BookmarkSubscribeRSS Feed
🔒 This topic is solved and locked. Need further help from the community? Please sign in and ask a new question.
ginak
Quartz | Level 8

Hello,

 

Sometimes I receive .csv files from folks who work in R and change everything that's missing to "NA." What's an easy way to import the .csv while telling SAS to treat "NA" as ".m"? For example,

 

data have;	
input ID status (start end) (:mmddyy10.) number;
format start end yymmdd10. number ;
cards;
1A	active 	01/02/2011 02/01/2011      9495552233
1A	revoked    NA               NA     9495523344
1A	active 	05/01/2013	06/03/2016 (949)553-4488
;

Except in my data, these character variables appear deep into the data.The data I imported could look something like this and Ireceived an error because of the second line and third line, since SAS assumed two dates and a numeric variable, only to be surprised with characters in those.

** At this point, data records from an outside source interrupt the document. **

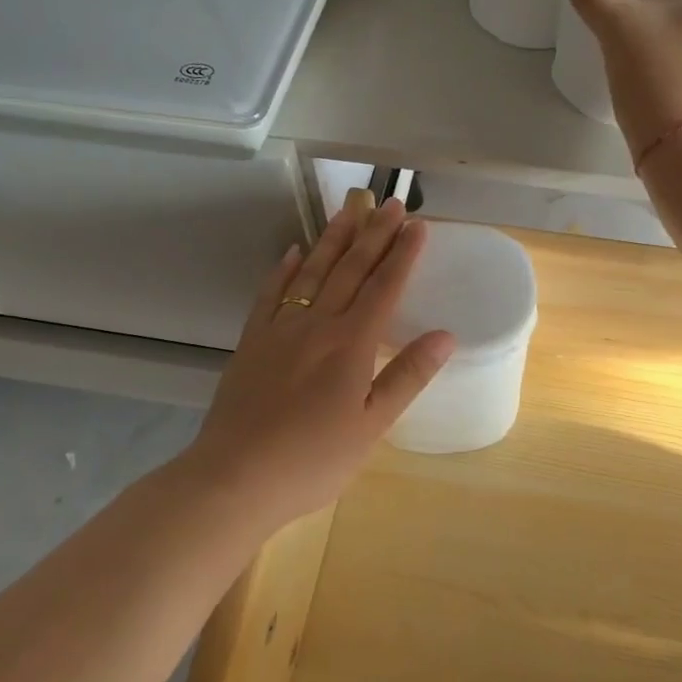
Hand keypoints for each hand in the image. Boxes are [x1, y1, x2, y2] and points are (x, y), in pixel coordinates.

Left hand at [182, 191, 454, 523]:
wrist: (235, 477)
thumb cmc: (313, 459)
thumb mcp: (372, 426)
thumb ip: (407, 376)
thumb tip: (446, 335)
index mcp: (351, 345)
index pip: (384, 288)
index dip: (403, 255)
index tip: (418, 226)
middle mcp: (317, 325)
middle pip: (350, 270)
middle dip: (374, 235)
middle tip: (392, 204)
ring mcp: (280, 329)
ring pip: (312, 272)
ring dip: (334, 239)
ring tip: (350, 210)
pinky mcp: (252, 341)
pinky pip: (271, 293)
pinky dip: (285, 269)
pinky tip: (294, 252)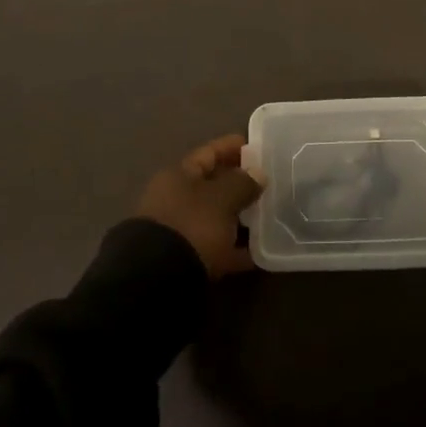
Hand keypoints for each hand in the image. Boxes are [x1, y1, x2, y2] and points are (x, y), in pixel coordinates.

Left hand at [136, 134, 261, 277]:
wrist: (156, 281)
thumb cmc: (191, 225)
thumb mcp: (221, 199)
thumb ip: (242, 183)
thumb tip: (258, 173)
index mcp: (178, 176)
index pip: (208, 153)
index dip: (232, 147)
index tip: (257, 145)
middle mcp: (175, 199)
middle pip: (212, 186)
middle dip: (239, 184)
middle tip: (269, 182)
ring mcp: (178, 231)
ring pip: (215, 218)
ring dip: (239, 217)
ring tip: (269, 216)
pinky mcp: (185, 261)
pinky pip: (216, 248)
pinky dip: (235, 249)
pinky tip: (259, 253)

I usually go into the proc import and manually change each variable to a character to avoid errors, but then it's cumbersome to have to go back and change those back to numeric manually, especially when I have a lot of variables.

Thanks!

Best,

Gina

1 ACCEPTED SOLUTION

Accepted Solutions
Tom
Super User Tom
Super User

One way is to just pre-process the data to remove the NA. That is really easy if you know the number of columns in the source file.  So if the file has 20 columns and the longest possible value is 200 characters then a program like this will convert all the NA to blanks.  Then SAS will properly read those a missing.  If you really wanted to treat them as some type of special missing then convert them into a single letter instead.  But why would need to have missing and NA as meaning two different things?

data _null_;
   infile 'from_r.csv' dsd truncover ;
   file 'to_sas.csv' dsd ;
   length word $200 ;
   do i=1 to 20;
      input word @;
      if word='NA' then word=' ';
      put word @;
   end;
   put;
run;

Then you could still try using PROC IMPORT to guess what is actually in the file.  Note that it is not hard to figure out how many variables are in the file and put that into a macro variable.

data _null_;
  infile 'from_r.csv' obs=1;
  input;
  call symputx('ncol',countw(_infile_,',','q'));
run;

Another method is to make your own informats to handle the NA strings.

proc format;
invalue from_r
 'NA' = .
other = [comma32.]
;
invalue from_r_d
 'NA' = .
other = [anydtdte32.]
;
run;
data want ;
  infile 'from_r.csv' dsd truncover firstobs=2;
  length col1 $20 col2 8 col3 8;
  informat _numeric_ from_r.;
  informat col3 from_rd. ;
  format col3 yymmdd10.;
run;

View solution in original post

7 REPLIES 7
PGStats
Opal | Level 21

Read _INFILE_ buffer, replace NA with . and read again :

 

data have;
infile datalines dsd;
input @;
_infile_ = transtrn(_infile_, ",NA", ",."); /* Replace NA with . */
input @1 ID $ status $ (start end) (:mmddyy10.);
format start end yymmdd10.;
datalines;
1A,active,01/02/2011,02/01/2011
1A,revoked,NA,NA
1A,active,05/01/2013,06/03/2016
;
PG
ginak
Quartz | Level 8

Thank you!! This is very helpful!

 

If I were to use the proc import code, where could I denote that?

 

 data MAIN2.combined_dat ;
   %let _EFIERR_ = 0; /* set the ERROR detection macro variable */
   infile 'B:\Gina\combined_data.csv' delimiter = ',' MISSOVER DSD lrecl=32767 firstobs=2 ;
      informat ID best32. ;
      informat phoneNumber best32. ;
      informat strt_dt mmddyy10. ;
      informat end_dt mmddyy10. ;
.....
ballardw
Super User

@ginak wrote:

Thank you!! This is very helpful!

 

If I were to use the proc import code, where could I denote that?

 

 data MAIN2.combined_dat ;
   %let _EFIERR_ = 0; /* set the ERROR detection macro variable */
   infile 'B:\Gina\combined_data.csv' delimiter = ',' MISSOVER DSD lrecl=32767 firstobs=2 ;
      informat ID best32. ;
      informat phoneNumber best32. ;
      informat strt_dt mmddyy10. ;
      informat end_dt mmddyy10. ;
.....

To use a custom informat you need to use a data step. Proc Import is not able to use such.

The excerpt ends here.